If you have facility of Mass Spectrometer (LC-MS) , develop a MS compatible method and inject the solution on LC-MS to know the Mass and can conclude whether it is Impurity X or Y (extraneous) or X+ Y . If it is Y or X+Y then by knowing mass of Y you can suspect the contaminated product.
If it is extraneous peak then we have to rue out whether it come from manufacturing or Laboratory.
First we have to rule out product contamination by injecting all steps previous product (Mfg) on LC-MS.
Inject all product standard which are used in manufacturing before this product (cover all equipment) in same chromatographic condition on LC-MS (If LCMS is not available then you can do activity on PDA detector).
Inference: If root cause is identified from above exercise, then perform the reanalysis and release the batch, if not then.....
Step-2
Review the force degradation study to check in which condition Impurity X is increased and find the possibility for same during analysis in laboratory and rule out same by negative experiment (If required).
Then it's confirmed that this failure is not a product failure, further we have to rule out that this peak is come due to any product contamination during manufacturing to support this statement further follow step-3.
Step-3
Again re-look in laboratory investigation and rule out all probabilities i. e. filter interference (if sample required high pressure during filtration). Rule out all possible reasons through "SYSTEMATIC ROOT CAUSE ANALYSIS TOOLS like 6M, 5Why/2H, Brainstorming, Fault Tree Analysis, Graphical Analysis (Histogram, Pareto, Run chart). etc.
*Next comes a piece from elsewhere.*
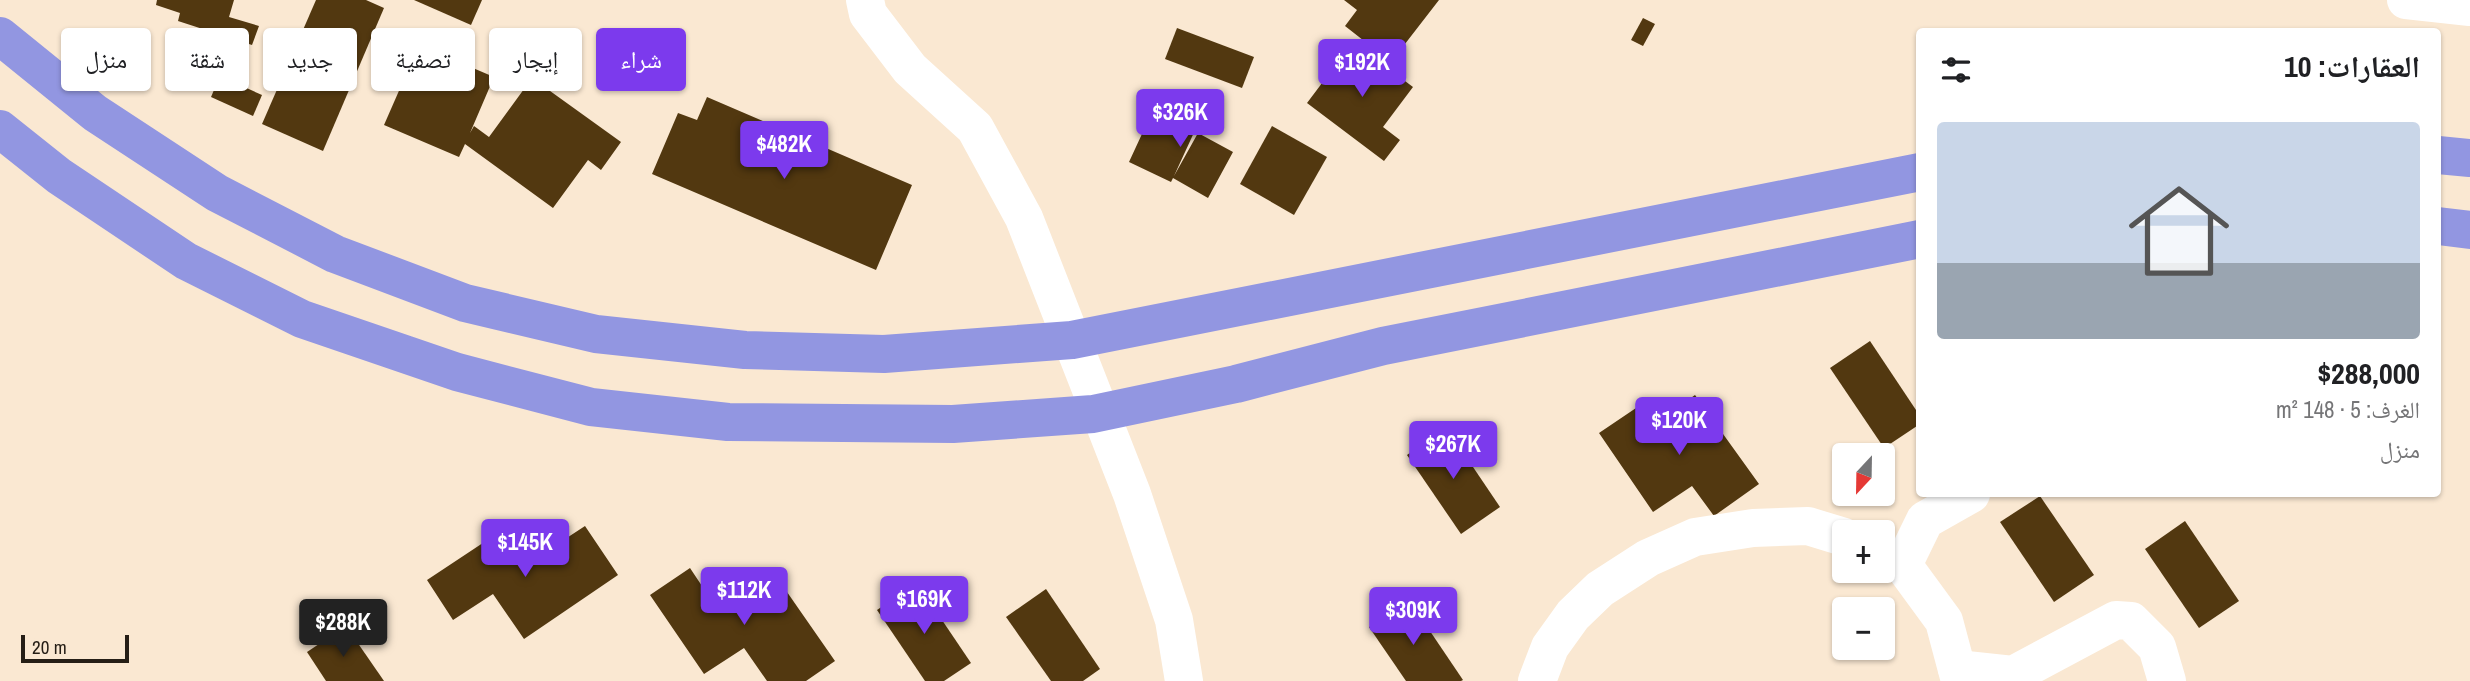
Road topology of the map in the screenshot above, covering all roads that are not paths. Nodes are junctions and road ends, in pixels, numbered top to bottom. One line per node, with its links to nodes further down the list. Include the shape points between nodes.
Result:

If required keep sample for stability study with reduce testing (3, 12 and 24 months) , which data help you to convince auditor that initial failure was not product quality issue.
Most important factor of OOS investigation has not been addressed here. Prior to consideration of formal retest, a manufacturing investigation is required. It is possible that the test result is real and could be attributed to a manufacturing issue i.e. materials and process.